(Saved data entries)
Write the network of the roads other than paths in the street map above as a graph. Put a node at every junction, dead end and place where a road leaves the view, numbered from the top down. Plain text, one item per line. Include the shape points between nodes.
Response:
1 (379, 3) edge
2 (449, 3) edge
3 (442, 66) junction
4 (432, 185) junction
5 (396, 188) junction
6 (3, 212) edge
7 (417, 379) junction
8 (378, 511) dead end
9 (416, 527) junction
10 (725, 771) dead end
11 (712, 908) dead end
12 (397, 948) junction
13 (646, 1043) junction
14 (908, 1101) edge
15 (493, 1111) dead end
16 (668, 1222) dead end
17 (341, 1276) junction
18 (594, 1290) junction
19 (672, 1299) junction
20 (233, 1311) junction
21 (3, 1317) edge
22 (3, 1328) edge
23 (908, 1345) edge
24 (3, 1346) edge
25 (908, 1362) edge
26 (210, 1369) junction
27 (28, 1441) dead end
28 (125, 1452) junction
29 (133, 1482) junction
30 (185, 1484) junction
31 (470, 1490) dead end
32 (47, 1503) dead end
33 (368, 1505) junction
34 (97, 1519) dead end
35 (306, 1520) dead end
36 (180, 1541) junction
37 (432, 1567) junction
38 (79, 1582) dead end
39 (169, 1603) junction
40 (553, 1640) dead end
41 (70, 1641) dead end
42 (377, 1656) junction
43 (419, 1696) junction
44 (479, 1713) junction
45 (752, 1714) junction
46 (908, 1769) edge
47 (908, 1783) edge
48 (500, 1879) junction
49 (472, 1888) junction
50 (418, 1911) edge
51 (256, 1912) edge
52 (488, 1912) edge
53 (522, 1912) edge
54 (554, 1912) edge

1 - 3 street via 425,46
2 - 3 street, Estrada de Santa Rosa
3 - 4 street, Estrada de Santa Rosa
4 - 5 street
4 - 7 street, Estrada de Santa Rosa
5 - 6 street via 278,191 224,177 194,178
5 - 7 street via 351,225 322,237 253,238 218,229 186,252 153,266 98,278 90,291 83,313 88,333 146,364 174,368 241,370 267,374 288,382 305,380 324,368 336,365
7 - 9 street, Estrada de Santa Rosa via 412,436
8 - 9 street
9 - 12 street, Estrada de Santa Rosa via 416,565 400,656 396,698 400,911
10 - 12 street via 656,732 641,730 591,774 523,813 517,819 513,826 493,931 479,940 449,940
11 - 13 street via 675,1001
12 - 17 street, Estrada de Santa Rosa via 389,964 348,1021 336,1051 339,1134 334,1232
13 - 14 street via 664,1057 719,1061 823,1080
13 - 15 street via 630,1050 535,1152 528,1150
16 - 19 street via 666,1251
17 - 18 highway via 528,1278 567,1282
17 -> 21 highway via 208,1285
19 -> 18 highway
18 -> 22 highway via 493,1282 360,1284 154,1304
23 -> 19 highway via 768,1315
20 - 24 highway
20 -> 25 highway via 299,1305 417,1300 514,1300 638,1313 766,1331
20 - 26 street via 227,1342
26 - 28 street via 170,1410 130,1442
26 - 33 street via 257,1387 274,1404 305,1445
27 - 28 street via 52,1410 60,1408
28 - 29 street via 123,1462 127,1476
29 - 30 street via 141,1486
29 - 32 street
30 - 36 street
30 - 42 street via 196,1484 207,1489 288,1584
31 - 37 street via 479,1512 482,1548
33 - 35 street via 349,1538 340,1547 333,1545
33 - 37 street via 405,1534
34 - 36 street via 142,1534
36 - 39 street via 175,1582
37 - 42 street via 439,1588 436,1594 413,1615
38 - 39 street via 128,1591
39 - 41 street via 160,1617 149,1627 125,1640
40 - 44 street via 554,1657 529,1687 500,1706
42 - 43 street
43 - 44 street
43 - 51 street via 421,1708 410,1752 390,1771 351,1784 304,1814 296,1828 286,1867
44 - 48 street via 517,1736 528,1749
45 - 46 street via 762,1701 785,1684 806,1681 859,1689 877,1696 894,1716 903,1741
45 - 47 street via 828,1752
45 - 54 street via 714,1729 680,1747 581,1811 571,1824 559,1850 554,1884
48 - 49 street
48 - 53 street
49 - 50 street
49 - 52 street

__TASK ITEM__. In the entries above, count each line holding the word "Santa" and give that count alone.

__SOLUTION TO THE PROBLEM__. 6